Long Island Sound molluscan data: live-dead fidelity, N and C stable isotopes, and predation traces

Benthic communities in Long Island Sound have experienced over 150 years of eutrophication and commercial shellfishing. We established an ecological baseline using a combination of live, dead, archaeological, and fossil mollusk material to investigate the impacts of these stressors on the molluscan community. We expected ecological change would increase with nutrient loading and eutrophication-induced hypoxia west towards New York City. Instead, crushing predation on bivalves has been suppressed below pre-anthropogenic baseline levels throughout the Sound, even in the well oxygenated east. Taxonomic similarity, rank order abundance, and drilling frequency are more strongly controlled by commercial fishing pressure than by declines in water quality. The absence of a clear relationship between eutrophication-hypoxia and ecological change questions the effectiveness of nitrogen reduction alone as a restoration strategy.
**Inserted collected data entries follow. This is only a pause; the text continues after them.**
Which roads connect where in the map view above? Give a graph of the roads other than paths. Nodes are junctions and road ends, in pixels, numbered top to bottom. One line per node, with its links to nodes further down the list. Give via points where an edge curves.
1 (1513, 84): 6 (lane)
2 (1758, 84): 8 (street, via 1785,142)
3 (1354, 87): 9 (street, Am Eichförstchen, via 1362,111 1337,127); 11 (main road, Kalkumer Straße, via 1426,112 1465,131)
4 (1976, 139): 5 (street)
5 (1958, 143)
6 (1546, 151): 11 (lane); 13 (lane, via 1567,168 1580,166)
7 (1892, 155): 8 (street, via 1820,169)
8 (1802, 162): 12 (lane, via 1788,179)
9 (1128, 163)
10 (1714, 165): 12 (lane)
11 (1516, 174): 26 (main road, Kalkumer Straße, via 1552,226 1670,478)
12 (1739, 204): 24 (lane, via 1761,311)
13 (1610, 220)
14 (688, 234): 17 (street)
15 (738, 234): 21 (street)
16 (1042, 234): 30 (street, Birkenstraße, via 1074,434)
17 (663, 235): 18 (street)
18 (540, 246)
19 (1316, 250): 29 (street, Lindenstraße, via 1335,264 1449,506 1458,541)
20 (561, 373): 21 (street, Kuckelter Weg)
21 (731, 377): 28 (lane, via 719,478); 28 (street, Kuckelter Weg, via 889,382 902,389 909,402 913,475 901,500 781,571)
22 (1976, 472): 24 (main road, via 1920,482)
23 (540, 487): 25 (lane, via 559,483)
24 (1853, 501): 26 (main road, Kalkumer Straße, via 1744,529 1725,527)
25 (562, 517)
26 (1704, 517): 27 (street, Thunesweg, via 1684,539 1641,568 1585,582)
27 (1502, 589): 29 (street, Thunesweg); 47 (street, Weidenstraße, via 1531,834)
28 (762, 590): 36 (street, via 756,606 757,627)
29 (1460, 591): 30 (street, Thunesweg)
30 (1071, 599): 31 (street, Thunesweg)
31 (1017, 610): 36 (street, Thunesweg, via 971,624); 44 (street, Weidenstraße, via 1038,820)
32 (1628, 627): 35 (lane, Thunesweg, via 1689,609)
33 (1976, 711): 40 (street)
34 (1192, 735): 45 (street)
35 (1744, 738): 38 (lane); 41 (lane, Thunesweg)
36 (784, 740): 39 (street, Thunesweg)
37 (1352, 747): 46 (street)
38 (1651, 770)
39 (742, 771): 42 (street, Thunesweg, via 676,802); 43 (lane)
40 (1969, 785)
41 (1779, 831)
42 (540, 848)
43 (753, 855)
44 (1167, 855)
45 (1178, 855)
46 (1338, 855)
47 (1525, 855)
Long Island Sound fossils revealed a relatively ancient loss of mollusks associated with seagrass and oyster habitats that predates death assemblage deposition and underscores the need for older material to reveal the shifting baseline. The interactive nature of multiple stressors means that overfishing may have dampened the response of communities in the Sound to eutrophication or inhibited their ability to recover. The unexpected role of hypoxic areas protected from commercial fishing as refuges highlights the utility of no-take marine preserves in eutrophied estuaries worldwide.